Mise à pied conservatoire : le Conseil de Prud’hommes n’a pas le pouvoir de la requalifier en mise e

En l’espèce, l’employeur avait prononcé la mise à pied conservatoire de son salarié puis avait procédé à son licenciement pour faute grave.


Le salarié avait saisi la juridiction prud’homale afin de contester le motif de son licenciement et de demander le rappel des salaires dus pendant la période de mise à pied.


La Cour d’Appel de Lyon a écarté la faute grave en retenant que le licenciement était toutefois fondé sur une cause réelle et sérieuse mais, chose plus surprenante, a refusé de condamner l’employeur au paiement des salaires en retenant que la mise à pied constituait une juste sanction du comportement du salarié.


Celui-ci a formé un pourvoi en cassation en soutenant que si la mise à pied avec privation de rémunération peut constituer une mesure conservatoire dans l’attente de la sanction définitive des faits reprochés au salarié, la décision de maintenir cette privation de salaire, en l’absence de faute grave définitivement retenue, constitue une sanction disciplinaire épuisant le pouvoir disciplinaire de l’employeur. Selon le salarié, le juge qui, en l’absence de faute grave valide une telle mesure en retenant qu’elle constitue la juste sanction du comportement du salarié, ne peut simultanément juger que ces mêmes faits constituent une cause réelle et sérieuse de licenciement.

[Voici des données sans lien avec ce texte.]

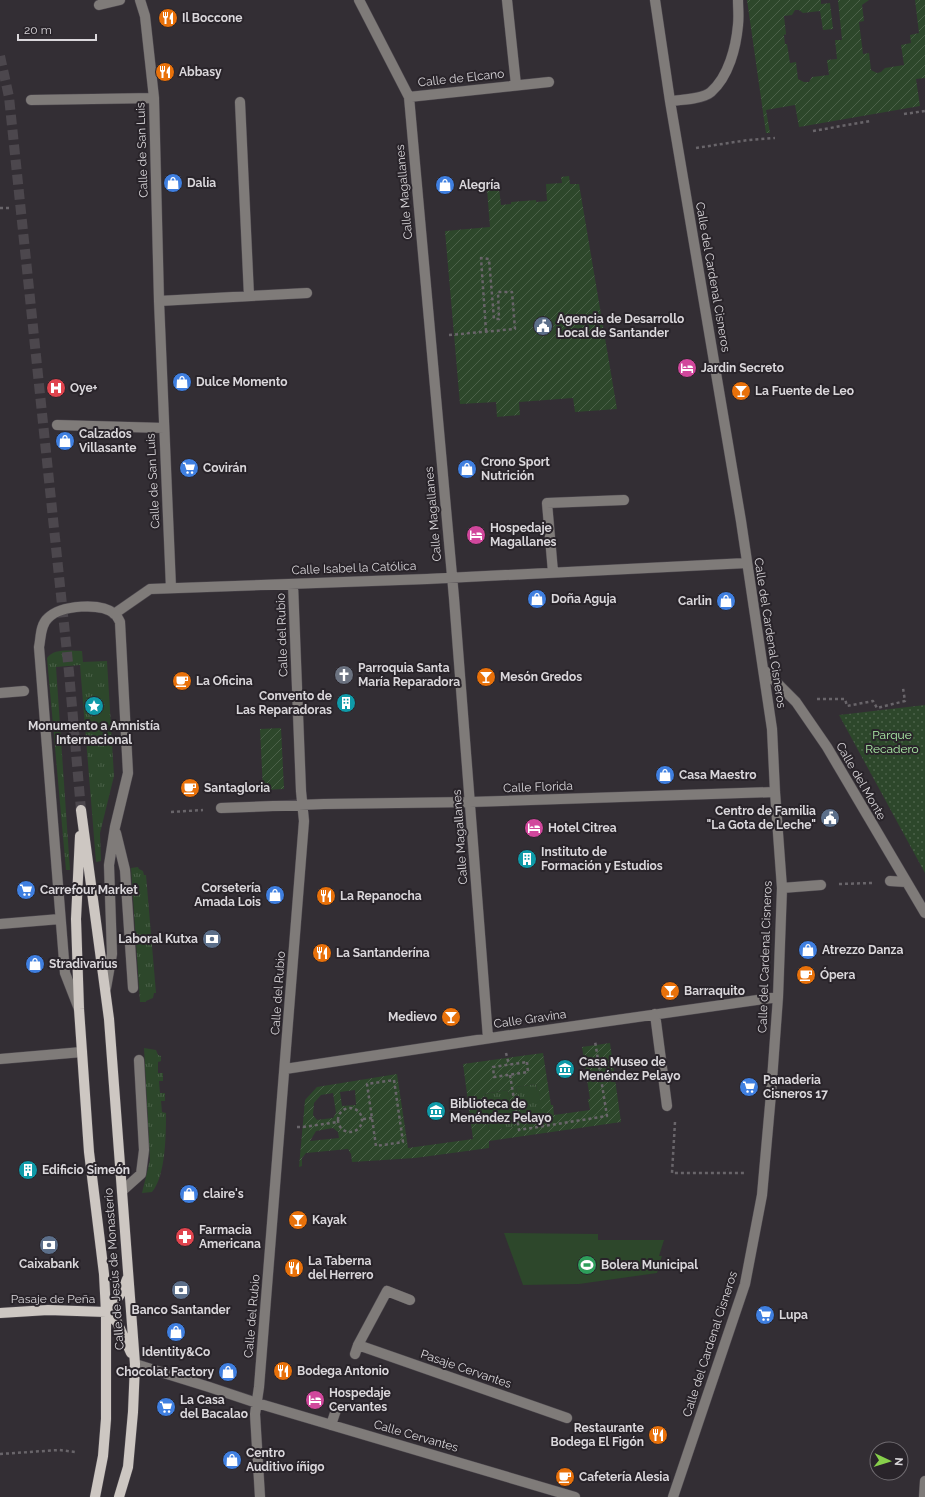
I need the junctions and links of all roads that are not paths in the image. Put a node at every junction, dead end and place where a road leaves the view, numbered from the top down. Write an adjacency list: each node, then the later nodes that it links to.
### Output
1 (120, 0): 7 (street)
2 (140, 0): 11 (street, Calle de San Luis)
3 (359, 0): 10 (street, Calle Magallanes)
4 (507, 0): 9 (street, Calle de Elcano)
5 (655, 0): 14 (street, Calle del Cardenal Cisneros)
6 (738, 0): 14 (street)
7 (99, 6)
8 (549, 82): 9 (street, Calle de Elcano)
9 (516, 85): 10 (street, Calle de Elcano)
10 (409, 97): 23 (street, Calle Magallanes)
11 (154, 98): 12 (street); 17 (street, Calle de San Luis)
12 (31, 100)
13 (240, 102): 16 (street)
14 (670, 102): 21 (street, Calle del Cardenal Cisneros)
15 (308, 293): 16 (street)
16 (249, 296): 17 (street)
17 (159, 301): 19 (street, Calle de San Luis)
18 (57, 425): 19 (street)
19 (164, 428): 25 (street, Calle de San Luis)
20 (624, 500): 22 (street)
21 (747, 563): 22 (street, Calle Isabel la Católica); 27 (street, Calle del Cardenal Cisneros)
22 (552, 572): 23 (street, Calle Isabel la Católica)
23 (452, 577): 24 (street, Calle Isabel la Católica); 31 (street, Calle Magallanes)
24 (293, 584): 25 (street, Calle Isabel la Católica); 32 (street, Calle del Rubio)
25 (171, 588): 26 (street, Calle Isabel la Católica)
26 (114, 614): 34 (street, Calle de Jesús de Monasterio); 40 (street, Calle de Jesús de Monasterio)
27 (763, 669): 30 (street, Calle del Cardenal Cisneros); 36 (street, Calle del Monte)
28 (24, 691): 29 (street)
29 (0, 693)
30 (775, 792): 31 (street, Calle Florida); 38 (street, Calle del Cardenal Cisneros)
31 (470, 802): 32 (street, Calle Florida); 47 (street, Calle Magallanes)
32 (302, 806): 33 (street, Calle Florida); 51 (street, Calle del Rubio)
33 (221, 808)
34 (115, 827): 42 (street); 43 (street, Calle de Jesús de Monasterio)
35 (890, 882): 36 (street)
36 (906, 882): 39 (street, Calle del Monte)
37 (821, 886): 38 (street)
38 (782, 888): 44 (street, Calle del Cardenal Cisneros)
39 (925, 913)
40 (60, 919): 41 (street); 45 (street, Calle de Jesús de Monasterio)
41 (0, 924)
42 (133, 988)
43 (106, 990): 45 (main road, Calle de Jesús de Monasterio); 53 (main road, Calle de Jesús de Monasterio)
44 (778, 997): 46 (street, Calle Gravina); 68 (street, Calle del Cardenal Cisneros)
45 (78, 1009): 48 (main road, Calle de Jesús de Monasterio)
46 (655, 1014): 47 (street, Calle Gravina); 52 (street)
47 (488, 1038): 51 (street, Calle Gravina)
48 (82, 1052): 49 (street); 56 (main road, Calle de Jesús de Monasterio)
49 (0, 1059)
50 (139, 1060): 53 (street)
51 (285, 1069): 59 (street, Calle del Rubio)
52 (667, 1106)
53 (122, 1191): 54 (main road, Calle de Jesús de Monasterio)
54 (128, 1272): 56 (main road); 58 (main road, Calle de Jesús de Monasterio)
55 (410, 1300): 61 (street, Pasaje Cervantes)
56 (106, 1312): 57 (main road, Pasaje de Peña); 58 (main road); 64 (main road, Calle de Jesús de Monasterio)
57 (0, 1313)
58 (135, 1364): 59 (street, Calle Cervantes); 65 (main road, Calle de Jesús de Monasterio)
59 (257, 1403): 62 (street, Calle Cervantes); 66 (street, Calle del Rubio)
60 (336, 1410): 62 (street)
61 (566, 1418)
62 (331, 1425): 67 (street, Calle Cervantes)
63 (925, 1481): 69 (street)
64 (95, 1497)
65 (119, 1497)
66 (260, 1497)
67 (575, 1497)
68 (673, 1497)
69 (924, 1497)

Le salarié se place donc sur le terrain de la double sanction qui est sanctionnait par la jurisprudence constante de la Cour de Cassation. Un même fait ne peut justifier successivement deux mesures disciplinaires.


Saisie, la Cour de Cassation casse effectivement l’arrêt de la Cour d’Appel mais sur un autre fondement.


Dans son arrêt du 16 mai 2018, elle précise qu’une mise à pied conservatoire avec privation du salaire et avant licenciement pour faute grave ne peut pas être requalifiée en mise à pied disciplinaire du seul fait qu’une telle faute est écartée.


La Cour de Cassation tranche donc la question du pouvoir du juge prud’homal à qui il n’appartient pas de requalifier une mise à pied conservatoire en mise à pied disciplinaire lorsque la faute grave est écartée.


Elle ajoute enfin, que la faute grave ayant été écartée, le salarié est fondé à réclamer le paiement du salaire dû pendant la période de mise à pied.